Spot each line in the records below where the word "every" occurs, then copy it.

------ Task data

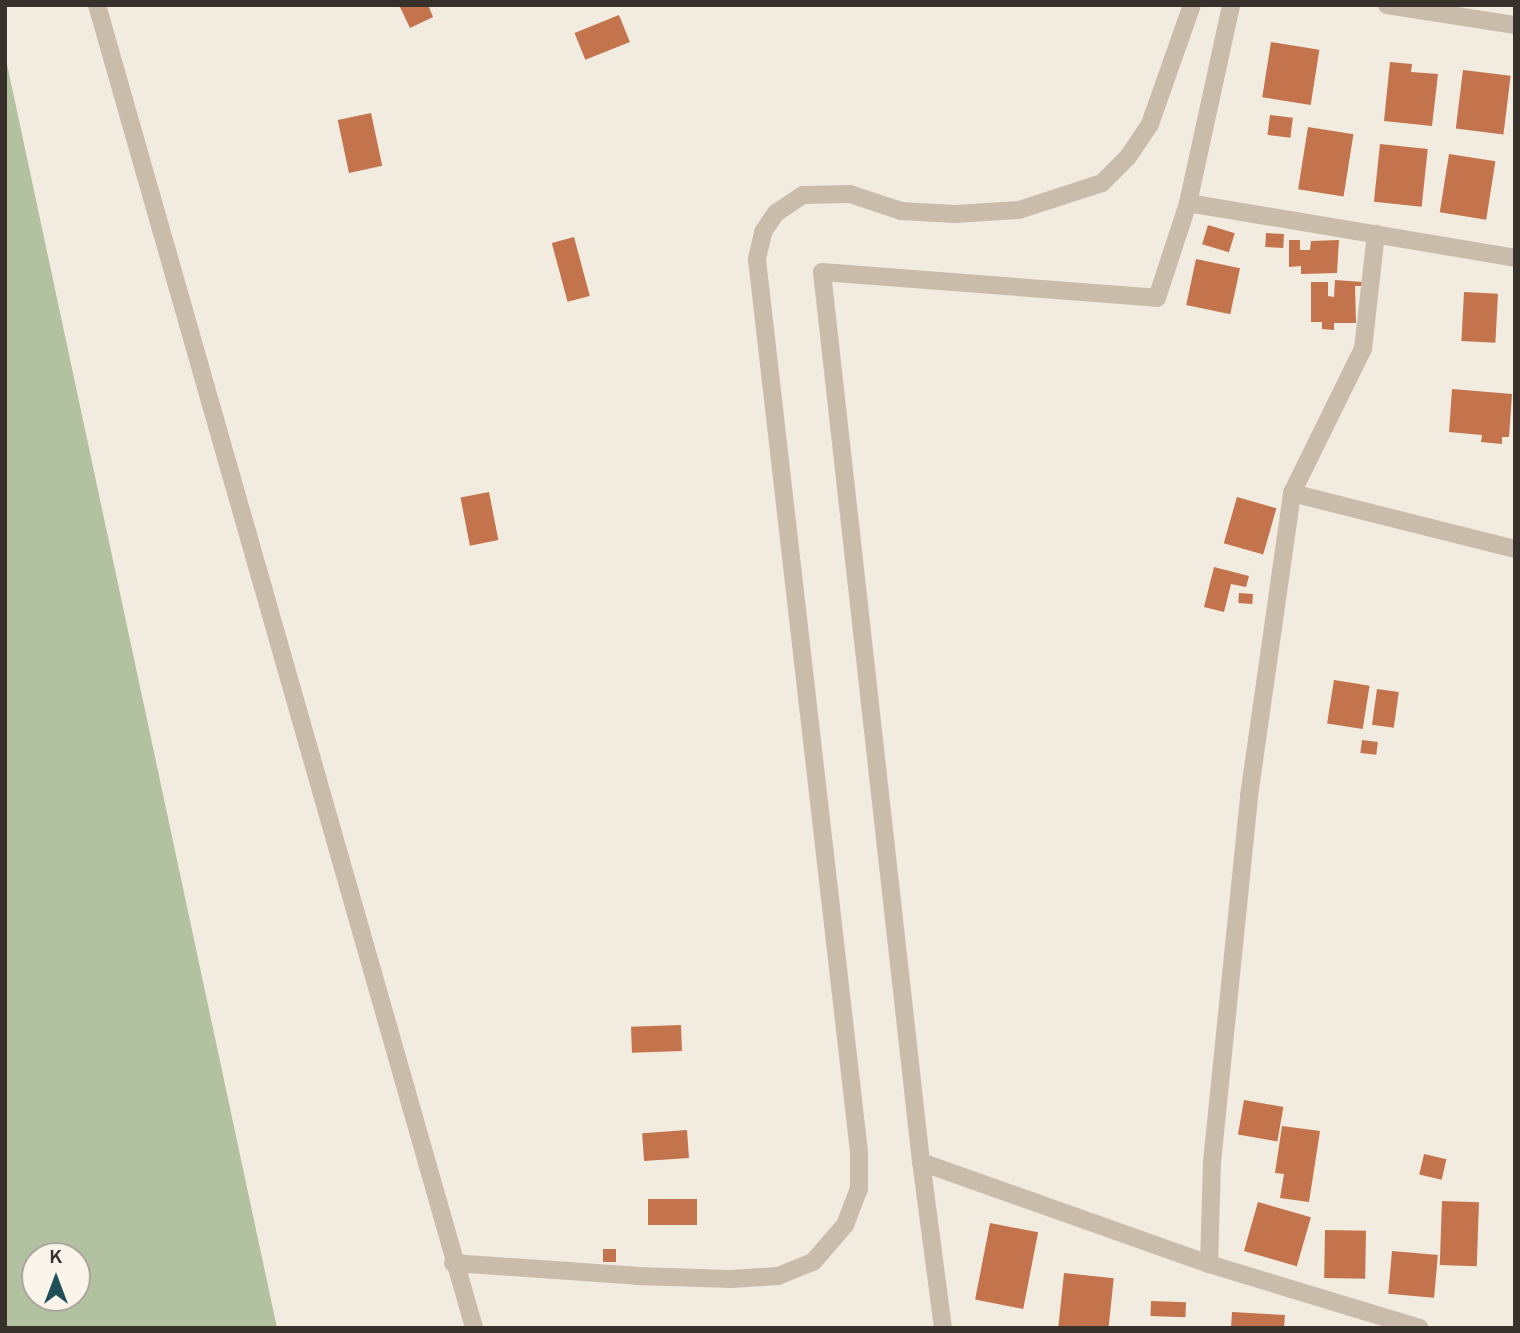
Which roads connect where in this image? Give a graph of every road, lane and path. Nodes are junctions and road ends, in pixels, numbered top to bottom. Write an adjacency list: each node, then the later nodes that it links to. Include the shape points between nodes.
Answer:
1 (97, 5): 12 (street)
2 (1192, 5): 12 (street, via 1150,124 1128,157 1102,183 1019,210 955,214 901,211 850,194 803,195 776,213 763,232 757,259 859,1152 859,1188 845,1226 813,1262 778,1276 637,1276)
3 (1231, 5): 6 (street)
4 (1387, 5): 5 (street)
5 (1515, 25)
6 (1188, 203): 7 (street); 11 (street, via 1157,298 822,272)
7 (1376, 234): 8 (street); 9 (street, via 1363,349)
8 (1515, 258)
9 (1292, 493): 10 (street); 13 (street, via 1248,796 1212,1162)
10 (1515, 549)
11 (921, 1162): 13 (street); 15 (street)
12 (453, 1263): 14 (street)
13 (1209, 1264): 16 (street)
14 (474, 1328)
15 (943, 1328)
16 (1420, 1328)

------------
------ Task data

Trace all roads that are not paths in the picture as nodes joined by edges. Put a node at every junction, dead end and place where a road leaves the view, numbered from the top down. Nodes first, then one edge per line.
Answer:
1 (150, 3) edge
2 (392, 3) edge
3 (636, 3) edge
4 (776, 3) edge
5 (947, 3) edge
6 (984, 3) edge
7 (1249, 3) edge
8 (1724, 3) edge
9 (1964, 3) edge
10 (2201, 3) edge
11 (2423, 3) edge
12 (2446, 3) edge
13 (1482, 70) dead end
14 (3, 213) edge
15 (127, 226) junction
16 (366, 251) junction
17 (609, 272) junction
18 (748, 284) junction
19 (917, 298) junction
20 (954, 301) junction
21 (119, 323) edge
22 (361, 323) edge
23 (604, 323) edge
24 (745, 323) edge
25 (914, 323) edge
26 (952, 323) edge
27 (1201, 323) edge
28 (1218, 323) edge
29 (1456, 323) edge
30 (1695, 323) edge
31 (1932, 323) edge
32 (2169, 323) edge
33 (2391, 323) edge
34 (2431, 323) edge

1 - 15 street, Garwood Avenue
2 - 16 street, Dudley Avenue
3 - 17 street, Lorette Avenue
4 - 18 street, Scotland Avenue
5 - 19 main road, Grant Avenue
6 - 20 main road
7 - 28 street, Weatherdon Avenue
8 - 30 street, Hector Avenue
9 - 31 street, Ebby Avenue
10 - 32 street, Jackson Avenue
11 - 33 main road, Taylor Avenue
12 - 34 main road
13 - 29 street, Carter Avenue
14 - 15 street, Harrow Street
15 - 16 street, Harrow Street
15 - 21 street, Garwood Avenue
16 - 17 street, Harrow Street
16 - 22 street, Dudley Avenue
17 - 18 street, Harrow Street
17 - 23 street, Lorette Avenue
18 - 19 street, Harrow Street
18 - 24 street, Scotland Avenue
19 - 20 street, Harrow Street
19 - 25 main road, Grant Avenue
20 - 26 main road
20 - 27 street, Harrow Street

------------
------ Task data

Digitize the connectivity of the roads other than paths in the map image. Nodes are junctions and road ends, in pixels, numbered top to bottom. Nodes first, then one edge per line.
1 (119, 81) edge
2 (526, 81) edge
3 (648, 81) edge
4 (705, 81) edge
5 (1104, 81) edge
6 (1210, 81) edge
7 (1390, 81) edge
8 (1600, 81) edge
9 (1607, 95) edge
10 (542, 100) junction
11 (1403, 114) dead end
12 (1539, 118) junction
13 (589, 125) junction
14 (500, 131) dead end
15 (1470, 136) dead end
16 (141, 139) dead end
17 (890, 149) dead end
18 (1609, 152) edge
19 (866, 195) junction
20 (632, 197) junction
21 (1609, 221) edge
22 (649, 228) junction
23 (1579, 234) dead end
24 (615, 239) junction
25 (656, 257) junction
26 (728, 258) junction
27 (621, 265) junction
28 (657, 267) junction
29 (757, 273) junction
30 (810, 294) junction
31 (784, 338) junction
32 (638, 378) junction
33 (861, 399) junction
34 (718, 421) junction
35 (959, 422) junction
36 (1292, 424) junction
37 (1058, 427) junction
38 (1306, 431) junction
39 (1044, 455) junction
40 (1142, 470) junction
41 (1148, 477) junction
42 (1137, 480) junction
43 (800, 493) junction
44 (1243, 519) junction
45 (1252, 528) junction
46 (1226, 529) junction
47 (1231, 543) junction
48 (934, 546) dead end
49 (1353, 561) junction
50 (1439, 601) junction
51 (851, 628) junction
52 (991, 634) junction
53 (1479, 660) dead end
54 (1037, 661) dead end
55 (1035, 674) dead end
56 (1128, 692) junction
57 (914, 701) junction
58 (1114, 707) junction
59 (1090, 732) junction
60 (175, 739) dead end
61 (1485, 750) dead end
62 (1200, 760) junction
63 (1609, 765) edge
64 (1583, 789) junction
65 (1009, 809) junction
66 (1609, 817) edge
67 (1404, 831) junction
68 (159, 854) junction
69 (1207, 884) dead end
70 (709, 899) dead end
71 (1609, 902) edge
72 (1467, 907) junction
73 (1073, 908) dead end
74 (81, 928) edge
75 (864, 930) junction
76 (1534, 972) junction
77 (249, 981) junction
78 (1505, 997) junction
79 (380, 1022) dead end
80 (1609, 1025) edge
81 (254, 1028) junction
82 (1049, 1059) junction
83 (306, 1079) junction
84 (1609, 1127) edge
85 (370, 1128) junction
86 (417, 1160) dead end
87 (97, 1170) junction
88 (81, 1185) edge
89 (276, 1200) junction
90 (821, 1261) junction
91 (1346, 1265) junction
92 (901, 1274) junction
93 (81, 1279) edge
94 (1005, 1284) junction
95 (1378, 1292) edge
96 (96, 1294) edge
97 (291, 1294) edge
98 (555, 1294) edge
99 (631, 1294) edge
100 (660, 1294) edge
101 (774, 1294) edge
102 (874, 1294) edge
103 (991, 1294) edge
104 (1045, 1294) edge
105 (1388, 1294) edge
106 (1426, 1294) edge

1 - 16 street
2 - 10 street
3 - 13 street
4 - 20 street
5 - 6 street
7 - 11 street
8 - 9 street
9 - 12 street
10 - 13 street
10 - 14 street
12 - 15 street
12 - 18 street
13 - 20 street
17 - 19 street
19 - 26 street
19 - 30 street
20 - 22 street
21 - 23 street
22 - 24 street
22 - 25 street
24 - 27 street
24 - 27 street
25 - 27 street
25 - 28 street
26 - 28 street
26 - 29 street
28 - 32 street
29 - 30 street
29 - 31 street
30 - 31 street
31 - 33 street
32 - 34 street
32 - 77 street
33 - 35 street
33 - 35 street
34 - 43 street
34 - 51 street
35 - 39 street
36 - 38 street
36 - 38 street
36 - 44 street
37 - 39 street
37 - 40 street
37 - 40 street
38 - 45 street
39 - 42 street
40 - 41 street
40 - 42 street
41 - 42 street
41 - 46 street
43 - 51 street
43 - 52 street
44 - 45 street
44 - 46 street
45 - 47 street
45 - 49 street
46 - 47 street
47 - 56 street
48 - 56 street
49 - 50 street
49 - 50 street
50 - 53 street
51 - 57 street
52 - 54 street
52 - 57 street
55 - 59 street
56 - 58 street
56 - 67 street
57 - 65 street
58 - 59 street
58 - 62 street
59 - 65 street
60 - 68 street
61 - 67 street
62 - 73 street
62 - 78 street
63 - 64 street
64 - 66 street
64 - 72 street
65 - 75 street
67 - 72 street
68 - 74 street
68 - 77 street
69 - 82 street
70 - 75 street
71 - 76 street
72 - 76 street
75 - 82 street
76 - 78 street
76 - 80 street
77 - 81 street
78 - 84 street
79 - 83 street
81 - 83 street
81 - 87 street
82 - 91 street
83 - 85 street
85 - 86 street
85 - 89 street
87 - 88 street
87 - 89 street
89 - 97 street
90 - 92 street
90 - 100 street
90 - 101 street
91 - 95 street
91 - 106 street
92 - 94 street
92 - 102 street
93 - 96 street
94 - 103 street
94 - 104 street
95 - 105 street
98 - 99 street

------------

◆ **Written response**
Which roads connect where in this image? Give a graph of every road, lane and path. Nodes are junctions and road ends, in pixels, numbered top to bottom. Write an adjacency list: each node, then the later nodes that it links to. Include the shape points between nodes.
Trace all roads that are not paths in the picture as nodes joined by edges. Put a node at every junction, dead end and place where a road leaves the view, numbered from the top down. Nodes first, then one edge per line.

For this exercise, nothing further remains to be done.